Terör örgütünün Türkiye içindeki etkisinin sınırlandığı, bağlı unsurlarının asıl olarak Suriye’de ABD destekli SDG içinde yapılandığı biliniyor. Şimdilerde kamuoyuna gösterilen imaj, Ankara ile sıkı ilişkileri olan HTŞ şapkasını çıkarıp Suriye geçici devlet başkanı olan Şara ile SDG arasında yapılan ön mutabakatla merkezi yönetim yapısının korunacağı yönündeki vaatler.

Ancak bölgede bu tür uzlaşı girişimleri say say bitmez. Örneğin Irak’ta yaşananlar... Saddam yönetiminin devrilmesi, ABD liderliğindeki uluslararası güçlerin işgali hatırlanınca ülkenin nasıl bölündüğünü, Irak Kürt Bölgesel Yönetimi’nin nasıl kurulduğunu, bölgede demografik yapıyla nasıl oynandığını, emperyalist güçlerin işlerine gelmeyen bir durumda din, etnik, mezhep kartını nasıl oynadığını gördük. Barzani’nin bağımsızlık ilanı adımları için dış güçlerce nasıl cesaretlendirilip sonra dindirildiğini, bunun çıkarlar açısından nasıl kullanıldığını da...

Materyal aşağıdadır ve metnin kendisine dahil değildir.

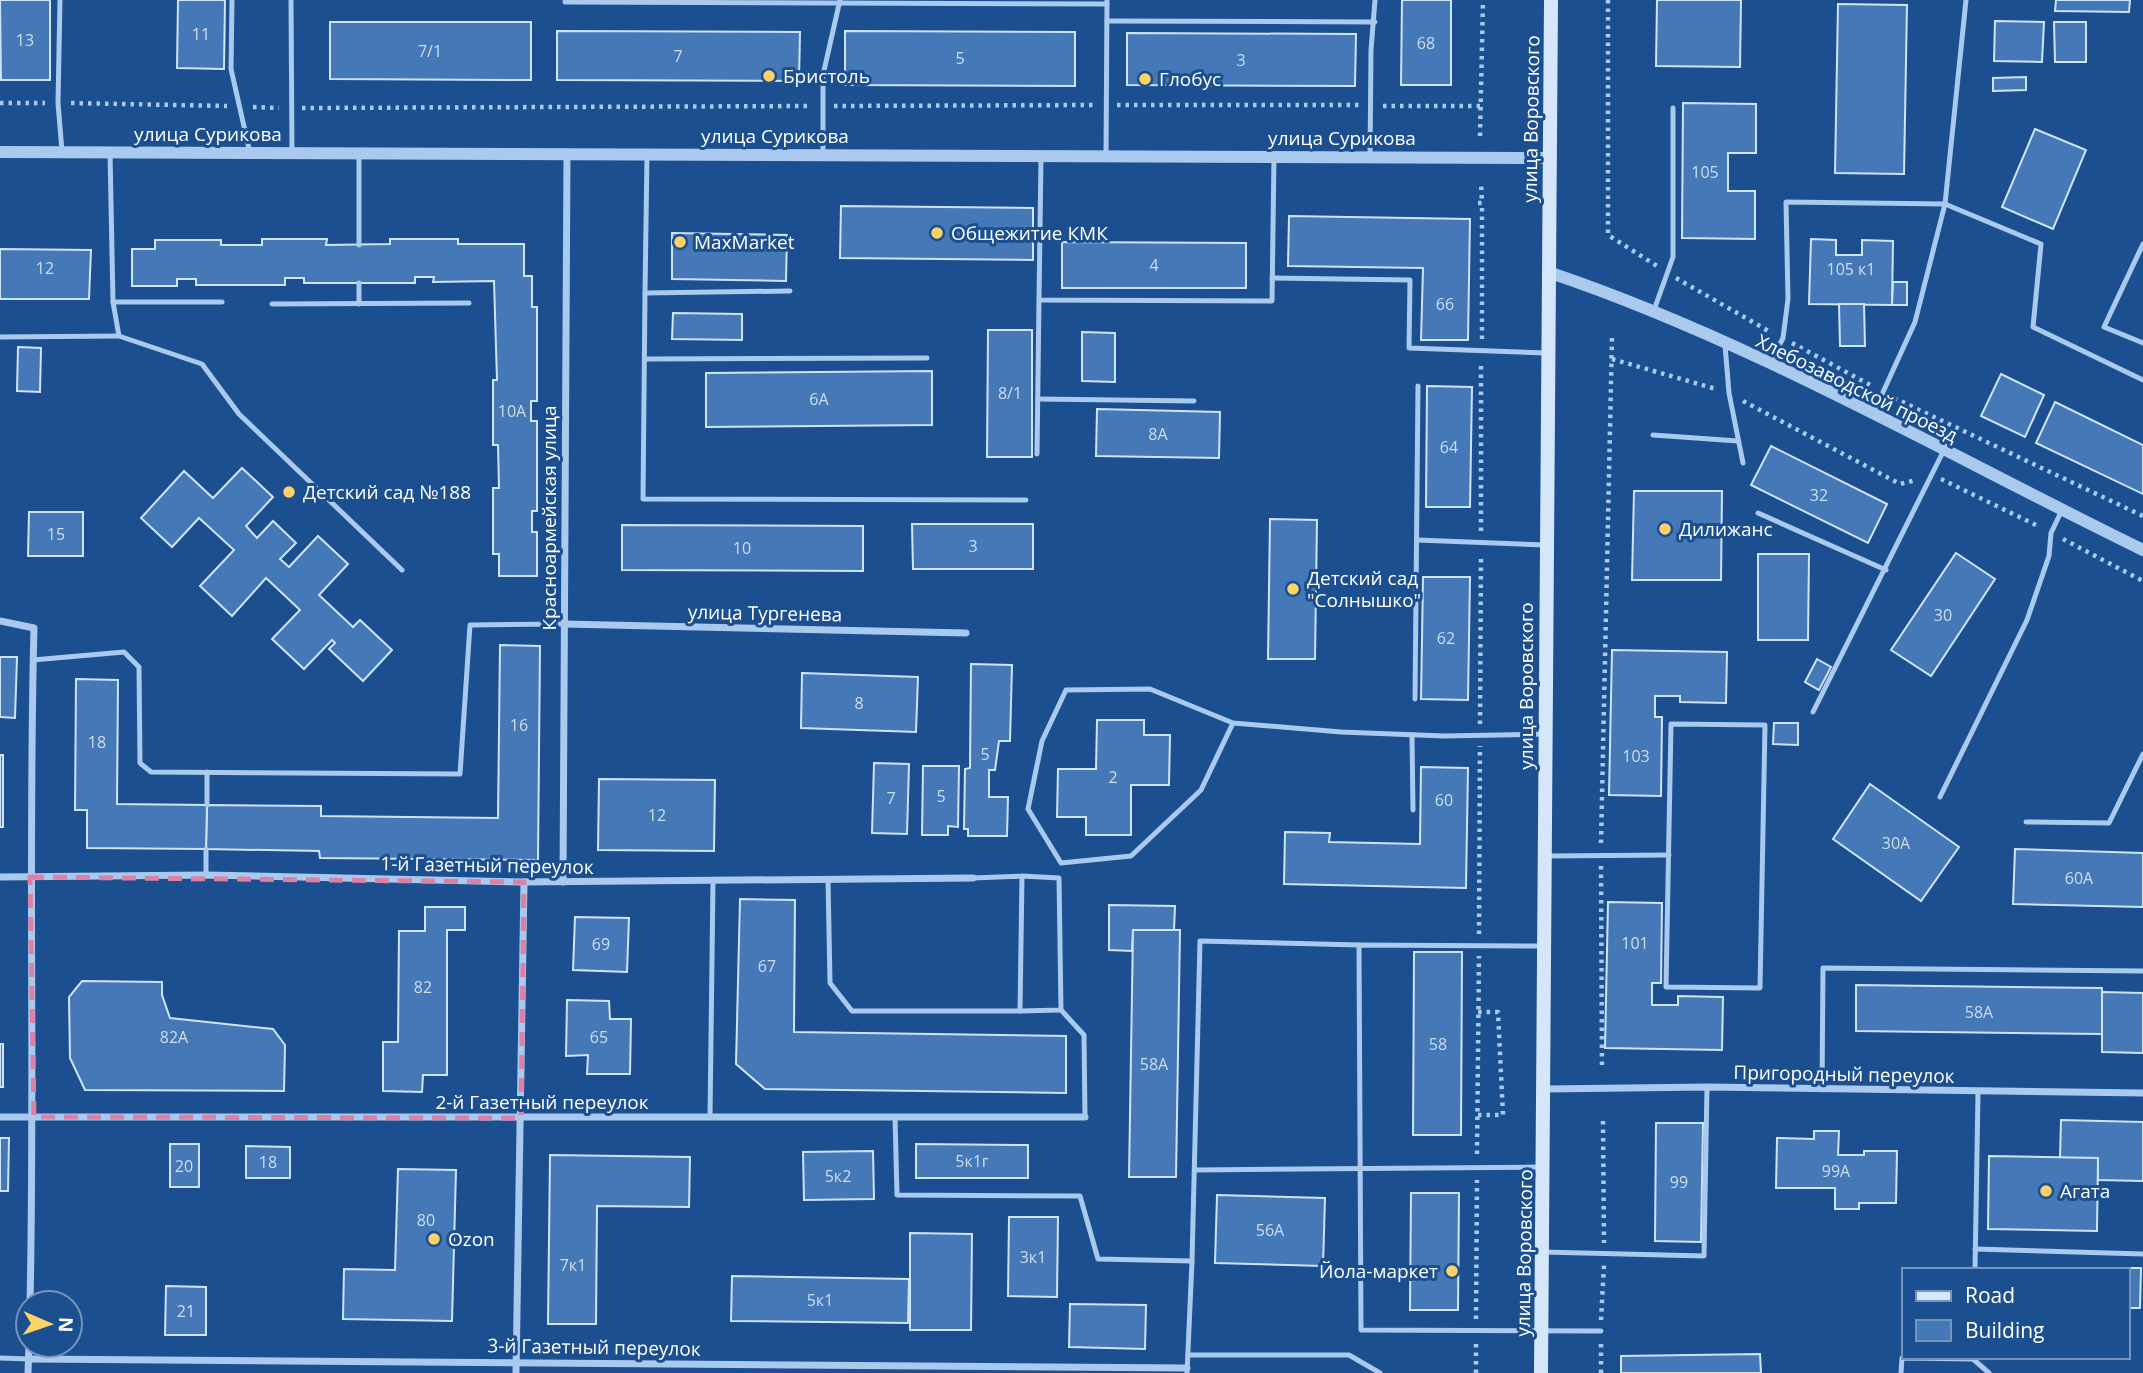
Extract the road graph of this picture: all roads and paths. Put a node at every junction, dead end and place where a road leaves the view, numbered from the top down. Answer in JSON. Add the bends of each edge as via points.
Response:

PKK’nin feshi ve Suriye konusuna tekrar dönecek olursak da benzer sorunların yaşanması olası... Süreci iç siyasi çıkar hedefiyle kullanma çabalarının yaratacağı tehlikeleri görmek gerekiyor. Aksi ülkemizin toprak bütünlüğü, ulusal çıkarları açısından büyük bir risk yaratacaktır. Trump’ın Türkiye’yi “överken” bir yandan da “sırtını sıvazladığı” İsrail’in Ortadoğu’da toprak alanını genişlettiğine, Ankara’nın büyük umut bağladığı Şara yönetiminin aynı zamanda ABD, İngiltere, Fransa, İsrail’den Körfez’in Washington müttefiki Sünni monarşilerine artan temaslarına, “BOP”la birleşik, büyük Kürt haritasına yönelik tartışmalara, Türkiye Cumhuriyeti’nin kuruluş belgesi olan Lozan Antlaşması’na karşı hamlelere, Avrupa’nın nükleer gücü Fransa’nın Suriye’deki Lazkiye Limanı ile Akdeniz’deki gücünü artırdığına ve Kıbrıs’taki gelişmelere dek pek çok zorlu konu başlıklarının önümüzde olduğunu unutmamak gerekiyor.